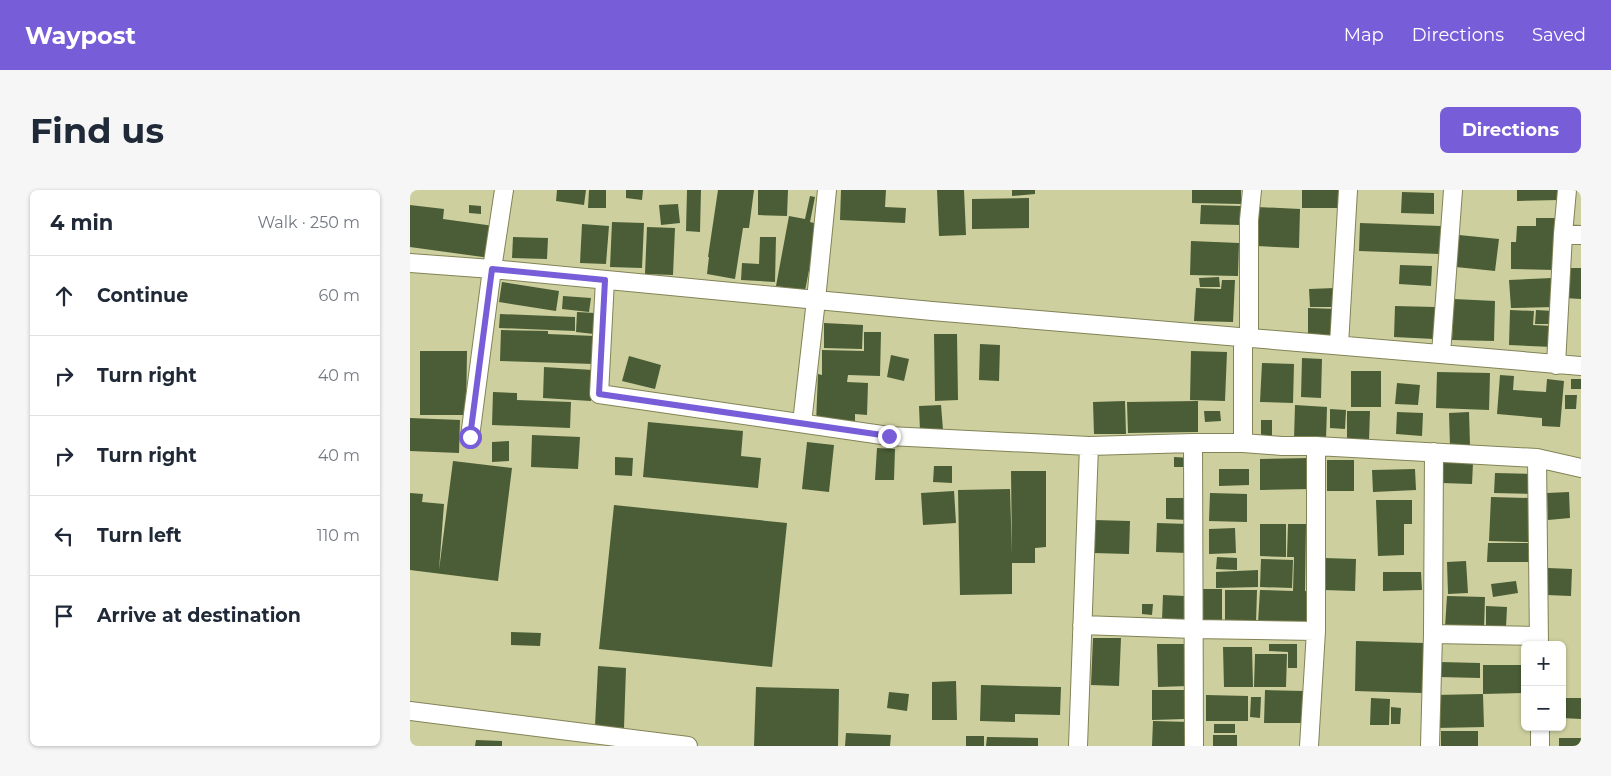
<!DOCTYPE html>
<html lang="en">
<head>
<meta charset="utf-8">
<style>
	body { margin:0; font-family:Montserrat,sans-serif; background:#f6f6f7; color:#1f2937 }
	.controls { position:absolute; right:15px; bottom:15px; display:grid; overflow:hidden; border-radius:8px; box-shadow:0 1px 4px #0004 }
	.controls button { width:45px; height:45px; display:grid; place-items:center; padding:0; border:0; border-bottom:1px solid #e0e1e3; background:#fff; color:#1f2937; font:25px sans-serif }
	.stop { position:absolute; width:15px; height:15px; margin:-11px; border:4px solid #775dd7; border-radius:50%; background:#fff }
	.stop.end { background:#775dd7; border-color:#fff; box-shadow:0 1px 5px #0008 }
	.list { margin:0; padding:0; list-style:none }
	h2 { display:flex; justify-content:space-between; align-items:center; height:65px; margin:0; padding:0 20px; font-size:21px }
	h2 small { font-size:16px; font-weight:400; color:#747a83 }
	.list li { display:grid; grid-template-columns:32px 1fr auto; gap:15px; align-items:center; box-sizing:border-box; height:80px; padding:0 20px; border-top:1px solid #e0e1e3 }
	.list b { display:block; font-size:19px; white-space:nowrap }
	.list em { font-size:16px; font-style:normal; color:#747a83 }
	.icon { flex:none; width:28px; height:28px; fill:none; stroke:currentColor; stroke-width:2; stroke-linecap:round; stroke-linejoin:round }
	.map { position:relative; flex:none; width:1171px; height:556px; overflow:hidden; border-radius:8px }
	header { display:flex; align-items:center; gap:30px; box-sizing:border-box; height:70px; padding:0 25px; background:#775dd7; color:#fff }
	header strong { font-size:24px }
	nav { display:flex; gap:28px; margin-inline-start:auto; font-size:18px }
	.intro { display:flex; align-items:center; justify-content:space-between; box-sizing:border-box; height:120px; padding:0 30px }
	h1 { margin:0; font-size:35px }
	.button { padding:12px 22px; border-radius:8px; background:#775dd7; color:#fff; font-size:18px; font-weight:700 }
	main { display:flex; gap:30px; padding:0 30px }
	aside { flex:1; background:#fff; border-radius:8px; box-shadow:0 1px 4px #0004 }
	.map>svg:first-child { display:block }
	.building { fill:#4a5d36 }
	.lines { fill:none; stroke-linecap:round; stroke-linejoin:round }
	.minor-casing { stroke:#828356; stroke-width:20 }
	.minor { stroke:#fff; stroke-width:18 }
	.route { stroke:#775dd7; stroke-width:6 }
</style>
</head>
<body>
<header>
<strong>Waypost</strong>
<nav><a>Map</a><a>Directions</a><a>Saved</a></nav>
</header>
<div class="intro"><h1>Find us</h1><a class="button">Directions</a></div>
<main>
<aside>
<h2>4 min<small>Walk · 250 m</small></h2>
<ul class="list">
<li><svg class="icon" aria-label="ahead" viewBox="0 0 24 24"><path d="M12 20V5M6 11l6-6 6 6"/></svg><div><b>Continue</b></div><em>60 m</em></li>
<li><svg class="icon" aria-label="right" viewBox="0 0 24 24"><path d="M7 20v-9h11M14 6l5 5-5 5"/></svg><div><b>Turn right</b></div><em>40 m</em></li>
<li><svg class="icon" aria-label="right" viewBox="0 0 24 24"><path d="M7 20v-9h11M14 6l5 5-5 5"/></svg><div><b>Turn right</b></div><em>40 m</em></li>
<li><svg class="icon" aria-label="left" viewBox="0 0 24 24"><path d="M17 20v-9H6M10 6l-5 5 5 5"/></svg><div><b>Turn left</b></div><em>110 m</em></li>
<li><svg class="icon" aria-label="arrive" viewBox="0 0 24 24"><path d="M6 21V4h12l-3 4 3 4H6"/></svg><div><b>Arrive at destination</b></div></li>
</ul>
</aside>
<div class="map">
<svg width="1171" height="556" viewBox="0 0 1171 556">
	<rect width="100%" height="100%" fill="#cdcf9e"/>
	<path class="building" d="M147 0H176L174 15 146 11Z
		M179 0H196V18H178Z
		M216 0H233L232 10 216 8Z
		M277 0H291L290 42 276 41Z
		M308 0H344L339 38H333L325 89 297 84 299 67H298Z
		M348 0H378L377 26 348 25Z
		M431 0H476L475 17 496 18 495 33 430 30Z
		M527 0H554L556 45 529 46Z
		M602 0H625V4L602 6Z
		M782 0H831V14L782 13Z
		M892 0H934V18H892Z
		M1107 0H1148V10L1107 11Z
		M992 2 1024 3V24L991 23Z
		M400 6 405 7 400 32 408 34 395 101 366 96 379 26 395 29Z
		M619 8V38L562 39V9Z
		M268 14 270 33 251 35 249 15Z
		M0 15 34 19 33 29 84 36 80 68 0 57Z
		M59 15 71 16V24L59 23Z
		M791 15 831 16V35L790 34Z
		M847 17 890 19 889 58 846 56Z
		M1126 28H1146L1145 80 1101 79V52H1106L1107 36H1126Z
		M202 32 234 33 232 78 200 77Z
		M950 33 1031 36 1030 64 949 61Z
		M172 34 199 36 196 74 170 73Z
		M237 37 265 38 263 85 235 84Z
		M1049 45 1089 49 1085 81 1046 77Z
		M103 47 138 48 137 69 102 68Z
		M350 47H366L365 92 331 90 332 73 349 74Z
		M781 51 829 53 828 86 780 85Z
		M990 75 1022 76 1021 96 989 94Z
		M1155 78H1171V109L1154 108Z
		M809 87 810 97H790L789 88Z
		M1142 88 1144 117 1101 118 1099 90Z
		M812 90H825L823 132 784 131 786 98 811 99Z
		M92 92 149 101 146 121 89 112Z
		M925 98 926 117H900L899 99Z
		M153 106 181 108 179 122 152 119Z
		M1044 109 1085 111 1084 151 1042 150Z
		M985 116 1025 117 1024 149 984 147Z
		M898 118 927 119 926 147H898Z
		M1100 120 1124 121 1123 135 1143 136 1142 157 1099 155Z
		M1126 120 1144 121V134H1125Z
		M167 122 185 123 184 144 166 142Z
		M90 124 165 127V141L89 138Z
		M414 133 453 135 452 159 414 158Z
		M91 140 138 141V144L185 146 184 174 90 171Z
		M454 142H471L470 186 438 185 437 192 458 193 457 225 445 224V235L406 233 408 184 412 185V160L454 161Z
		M524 144H547L548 210 525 211Z
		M570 154 590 155 589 191 569 190Z
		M10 161H57L56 225H10Z
		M781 161 817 162 815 211 780 210Z
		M481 165 499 169 494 191 477 187Z
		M219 166 251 175 245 199 212 191Z
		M892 168 912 169 911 208 891 207Z
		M852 173 884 174 883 213 850 212Z
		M134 177 183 180 181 211 133 208Z
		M941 181H971V217H941Z
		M1027 182 1080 183 1079 220 1026 218Z
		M1090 185 1104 186 1103 200 1136 202 1137 189 1154 191 1150 237 1132 236V228L1087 224Z
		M1161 189H1171V199H1161Z
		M987 193 1010 195 1008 215 985 214Z
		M83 202 107 203V210L161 212 160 238 82 235Z
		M1155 205H1167L1166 219H1155Z
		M715 211 716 244H684L683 212Z
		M788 211V242L718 243 717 212Z
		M531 215 533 240 510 241 509 216Z
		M885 215 917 217 916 250 884 249Z
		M920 219 936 220 935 239 920 238Z
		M794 221H810L811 231 795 232Z
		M937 221H960L959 251H937Z
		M987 222 1013 223 1012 246 986 244Z
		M1059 222 1060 255 1040 256 1039 223Z
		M0 228 50 230 49 263 0 261Z
		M851 230H862V247H851Z
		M238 232 333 241 331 266 351 268 348 298 233 287Z
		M122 245 170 247 168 279 121 277Z
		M99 251V271L82 272V252Z
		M397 252 424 255 419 302 392 299Z
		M467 258 485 259 484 290H465Z
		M205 267 223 268 222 286 205 285Z
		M764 267 780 268V277H764Z
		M901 268V299L850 300V269Z
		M917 270H944V301H917Z
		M43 271 102 278 88 391 0 380V303L13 304 12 312 34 314 29 380Z
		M1033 272 1063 273 1062 294 1032 293Z
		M524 276H542V293L523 292Z
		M809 279H839V295L809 296Z
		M1005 279 1006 300 963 302 962 280Z
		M601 281H636V357L625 358V373H602V404L550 405 548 300 600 299 602 365Z
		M1085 283 1123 284V304L1084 303Z
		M544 301 546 333 513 335 511 303Z
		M1159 302 1160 328 1138 330 1137 303Z
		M800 303 837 304V332L799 331Z
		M1081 307 1121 308 1119 352 1079 351Z
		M756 308H779L778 330 756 329Z
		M966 310H1002V334H994V365L968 366Z
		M204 315 377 333 362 477 189 459Z
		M684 330 720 331 719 364 683 363Z
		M747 333 778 334V363L746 362Z
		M850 334H876V367L850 366Z
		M878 334H896L895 401 901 402 900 436 848 433 850 400 883 401 884 367H877Z
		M825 338 826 363 799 364V339Z
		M1078 353H1123V372H1077Z
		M807 367 827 368V380L806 379Z
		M914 368 946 369 945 401 914 400Z
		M851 369 883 370 882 398 850 397Z
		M1056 371 1058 403 1038 404 1037 372Z
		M1138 378 1162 379 1161 406 1137 405Z
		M848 380V397L806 398V382Z
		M973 382H1011L1012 400 973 401Z
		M1106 391 1108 403 1083 407 1081 394Z
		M792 399H812V434H791Z
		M815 400H847L846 433H815Z
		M753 405 775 406V431L752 430Z
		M1037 406 1075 407 1074 439 1035 437Z
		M732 414H743L742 425 732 424Z
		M1076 416 1097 417 1096 437H1076Z
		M101 442 131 443 130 456 101 455Z
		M683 448H711L709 496 681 495Z
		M946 451 1014 453 1012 503 945 501Z
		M747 454H777L778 496 748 497Z
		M859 454H887V478H878V462L859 461Z
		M813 457H842L843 497H814Z
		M845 464H877L876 497H844Z
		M1030 472 1070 473V488L1029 487Z
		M1073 475H1115V494H1113V503L1073 504Z
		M188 476 216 478 214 538 185 536Z
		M546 491 547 530H522V492Z
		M571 495 651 497 650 525 605 524V532L570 531Z
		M346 497 429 499 428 556H344Z
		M742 500H775V529L742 530Z
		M855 500 894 501 893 533H854Z
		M479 502 499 504 497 521 477 518Z
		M1073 504 1074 537 1026 538 1025 505Z
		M796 505 838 506V531H796Z
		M841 507H851L850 528 840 527Z
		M961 508 980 509 979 535H960Z
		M1152 508H1171V529L1152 528Z
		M981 517 991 518 990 534H981Z
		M743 531 780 532 779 556H742Z
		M804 534H825V543H804Z
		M1031 541H1068V556H1031Z
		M436 543 481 545 480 556H435Z
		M803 545H827V556H803Z
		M556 546H574V556H556Z
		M577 547 628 548V556H576Z
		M1149 548H1171V556H1149Z
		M66 550 92 551V556H65Z"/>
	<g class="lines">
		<defs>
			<path id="minor" d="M1153 44 1171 45
				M0 73 82 79 522 121 1171 176
				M195 90 189 204 479 246 679 256 783 253H833L872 256H906L1127 268 1171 278
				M833 147V253
				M839 147V30L842 0
				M929 155 938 0
				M1031 164 1043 0
				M1146 175 1153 44 1157 0
				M392 233 406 110 417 0
				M60 247 82 79 94 0
				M783 253 784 556
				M1127 268 1129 455
				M672 435 784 439 906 441
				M1023 444 1129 446
				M0 521 278 556
				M1130 537V556
				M668 556 679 256
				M899 556 906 441V256
				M1020 556 1023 444 1024 262"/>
		</defs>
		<use href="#minor" class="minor-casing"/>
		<use href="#minor" class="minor"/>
	</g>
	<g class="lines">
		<path class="route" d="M60 247 82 79 195 90 189 204 479 246"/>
	</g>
</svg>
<div class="controls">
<button>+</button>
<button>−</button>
</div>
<div class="stop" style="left:60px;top:247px"></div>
<div class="stop end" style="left:479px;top:246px"></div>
</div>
</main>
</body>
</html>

Task requirements: The answer should consist of the lines from the one with "M0 521 278 556" through the last line of the entries, duplicated exactly and nothing more.

Output of the exercise:
				M0 521 278 556
				M1130 537V556
				M668 556 679 256
				M899 556 906 441V256
				M1020 556 1023 444 1024 262"/>
		</defs>
		<use href="#minor" class="minor-casing"/>
		<use href="#minor" class="minor"/>
	</g>
	<g class="lines">
		<path class="route" d="M60 247 82 79 195 90 189 204 479 246"/>
	</g>
</svg>
<div class="controls">
<button>+</button>
<button>−</button>
</div>
<div class="stop" style="left:60px;top:247px"></div>
<div class="stop end" style="left:479px;top:246px"></div>
</div>
</main>
</body>
</html>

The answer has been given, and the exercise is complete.